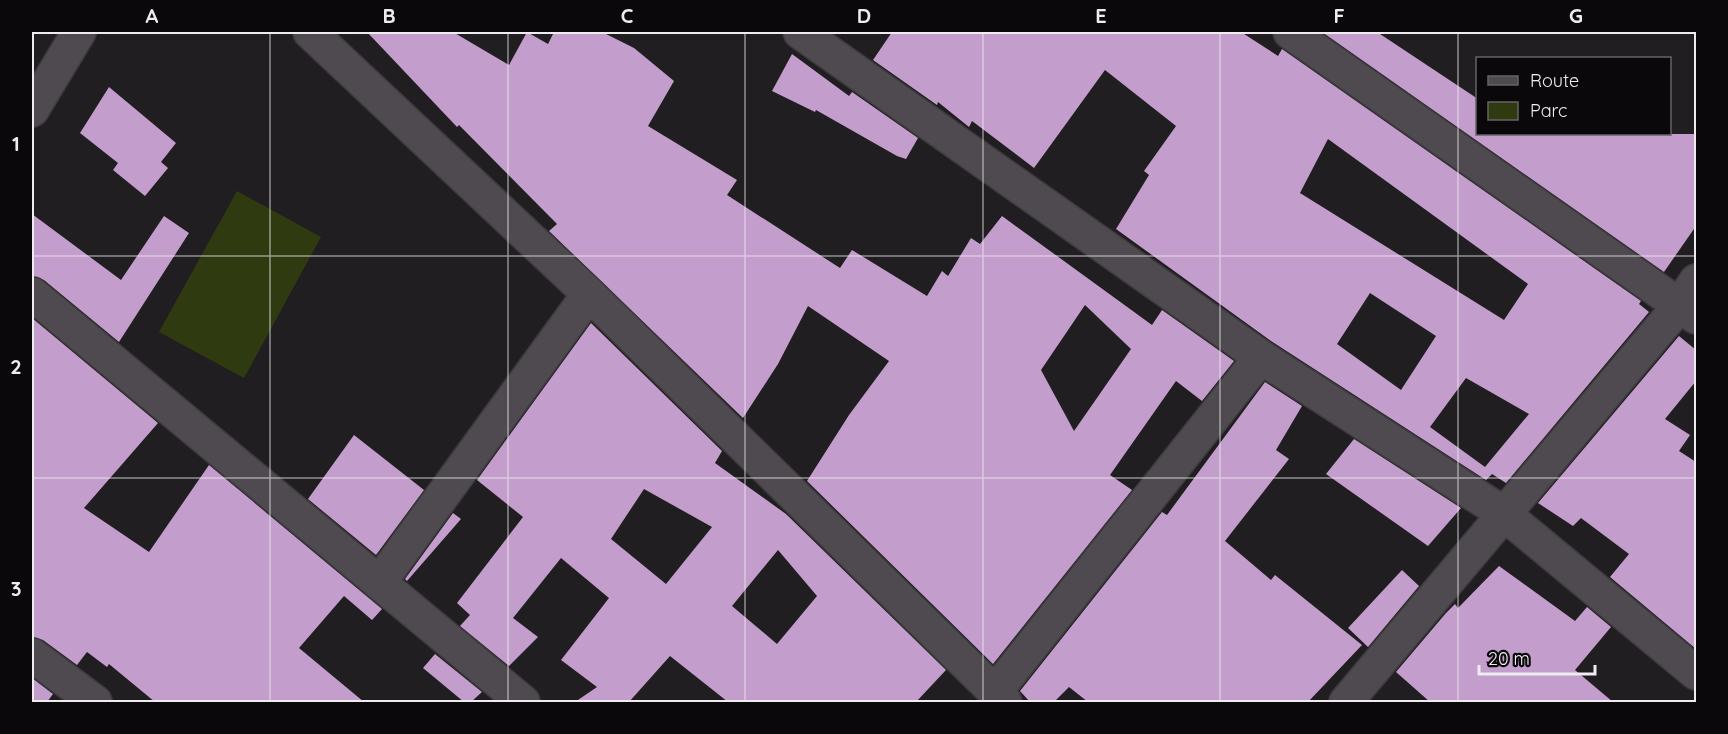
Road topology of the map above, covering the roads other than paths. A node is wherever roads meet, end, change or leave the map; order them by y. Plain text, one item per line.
1 (79, 32) edge
2 (310, 32) edge
3 (800, 32) edge
4 (1290, 32) edge
5 (32, 110) edge
6 (32, 294) edge
7 (589, 294) junction
8 (1691, 301) edge
9 (1261, 357) junction
10 (1503, 513) junction
11 (379, 583) junction
12 (32, 655) edge
13 (1696, 673) edge
14 (1000, 697) edge
15 (1364, 697) edge
16 (95, 702) edge
17 (523, 702) edge

1 - 5 street
2 - 7 street
3 - 9 street
4 - 8 street
6 - 11 street
7 - 11 street
7 - 14 street
8 - 10 street
9 - 10 street
9 - 14 street
10 - 13 street
10 - 15 street
11 - 17 street
12 - 16 street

--

THE TASK: An exact repeat of all the data is required, pictures excluded.

TASK RESULT:
Road topology of the map above, covering the roads other than paths. A node is wherever roads meet, end, change or leave the map; order them by y. Plain text, one item per line.
1 (79, 32) edge
2 (310, 32) edge
3 (800, 32) edge
4 (1290, 32) edge
5 (32, 110) edge
6 (32, 294) edge
7 (589, 294) junction
8 (1691, 301) edge
9 (1261, 357) junction
10 (1503, 513) junction
11 (379, 583) junction
12 (32, 655) edge
13 (1696, 673) edge
14 (1000, 697) edge
15 (1364, 697) edge
16 (95, 702) edge
17 (523, 702) edge

1 - 5 street
2 - 7 street
3 - 9 street
4 - 8 street
6 - 11 street
7 - 11 street
7 - 14 street
8 - 10 street
9 - 10 street
9 - 14 street
10 - 13 street
10 - 15 street
11 - 17 street
12 - 16 street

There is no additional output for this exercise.